ENTRIES PROVIDED
*** Block opens ***

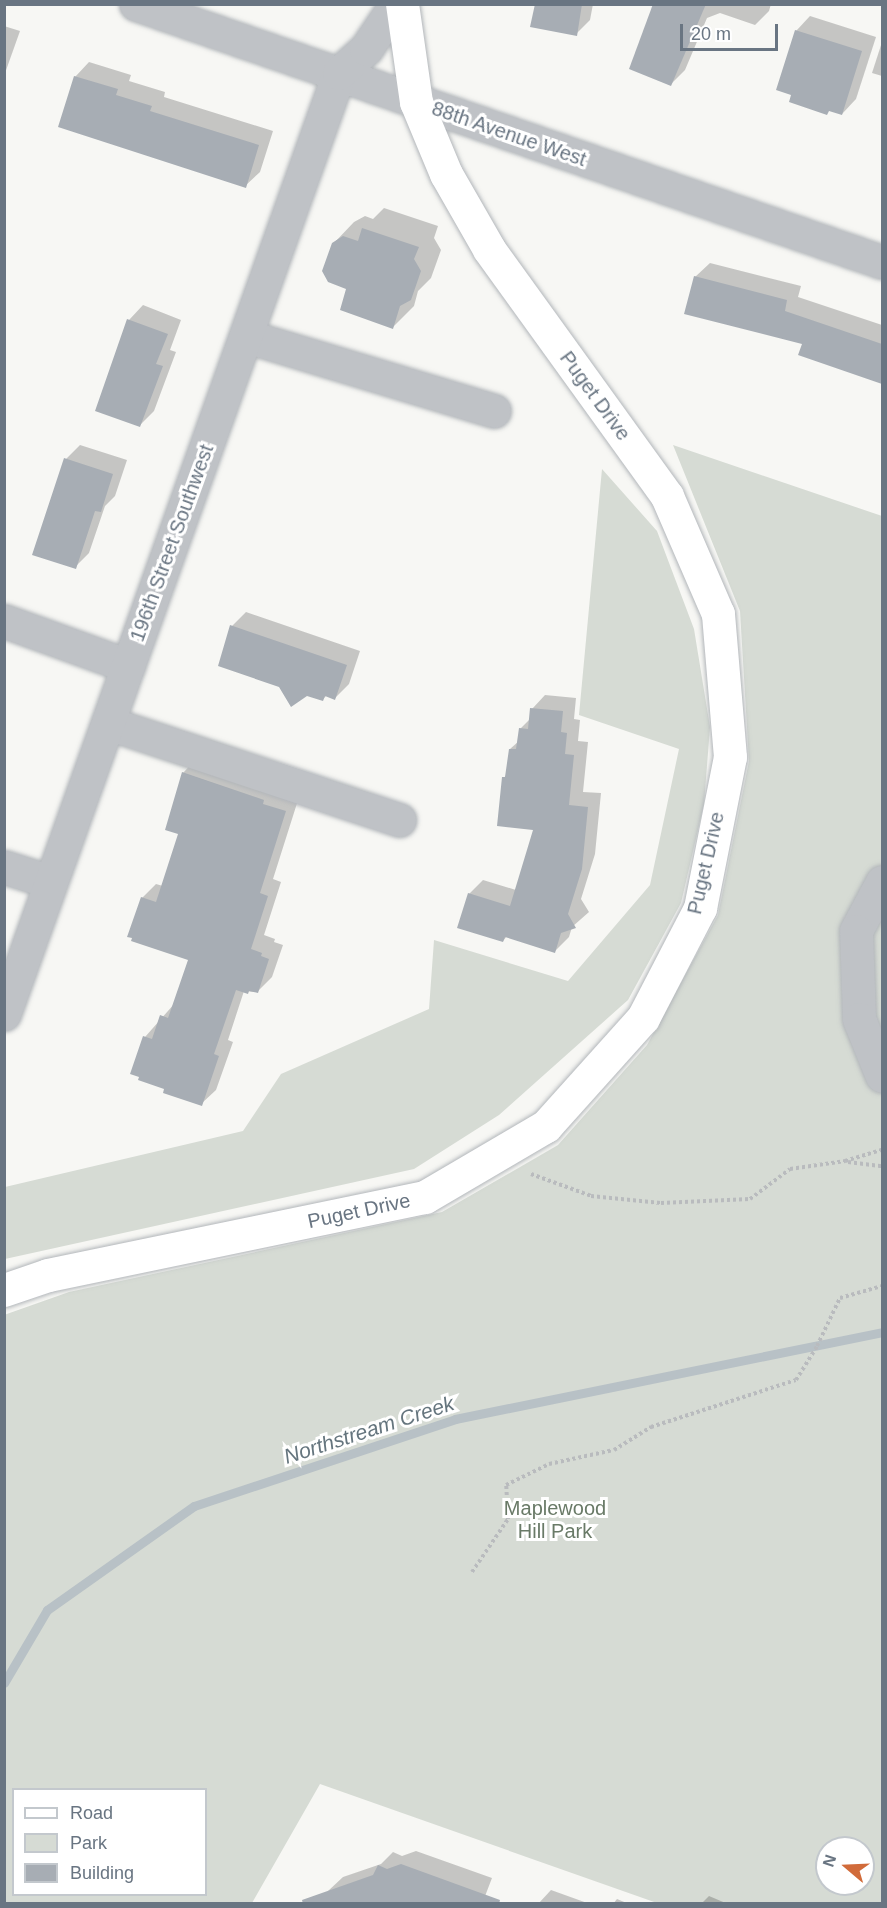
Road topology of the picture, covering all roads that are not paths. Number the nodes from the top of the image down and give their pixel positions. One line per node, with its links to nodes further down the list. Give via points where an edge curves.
1 (136, 4): 4 (street, 88th Avenue West)
2 (396, 4): 4 (street, via 366,49)
3 (402, 4): 5 (main road)
4 (339, 73): 5 (street, 88th Avenue West); 7 (street, 196th Street Southwest)
5 (416, 102): 6 (street, 88th Avenue West); 18 (main road, Puget Drive, via 446,174 489,249 667,496 718,614 730,757 700,908 643,1018 546,1126 424,1197 48,1275)
6 (882, 262)
7 (246, 336): 8 (street); 10 (street, 196th Street Southwest)
8 (494, 411)
9 (4, 621): 10 (street)
10 (128, 666): 11 (street, 196th Street Southwest)
11 (108, 723): 12 (street); 14 (street, 196th Street Southwest)
12 (399, 820)
13 (4, 867): 14 (street)
14 (51, 882): 16 (street, 196th Street Southwest)
15 (882, 882): 17 (street, via 856,931 859,1019)
16 (4, 1014)
17 (882, 1076)
18 (4, 1290)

*** Block closes ***

EXERCISE DIRECTIONS
Output all the entries exactly, minus any pictures.

WRITTEN SOLUTION
Road topology of the picture, covering all roads that are not paths. Number the nodes from the top of the image down and give their pixel positions. One line per node, with its links to nodes further down the list. Give via points where an edge curves.
1 (136, 4): 4 (street, 88th Avenue West)
2 (396, 4): 4 (street, via 366,49)
3 (402, 4): 5 (main road)
4 (339, 73): 5 (street, 88th Avenue West); 7 (street, 196th Street Southwest)
5 (416, 102): 6 (street, 88th Avenue West); 18 (main road, Puget Drive, via 446,174 489,249 667,496 718,614 730,757 700,908 643,1018 546,1126 424,1197 48,1275)
6 (882, 262)
7 (246, 336): 8 (street); 10 (street, 196th Street Southwest)
8 (494, 411)
9 (4, 621): 10 (street)
10 (128, 666): 11 (street, 196th Street Southwest)
11 (108, 723): 12 (street); 14 (street, 196th Street Southwest)
12 (399, 820)
13 (4, 867): 14 (street)
14 (51, 882): 16 (street, 196th Street Southwest)
15 (882, 882): 17 (street, via 856,931 859,1019)
16 (4, 1014)
17 (882, 1076)
18 (4, 1290)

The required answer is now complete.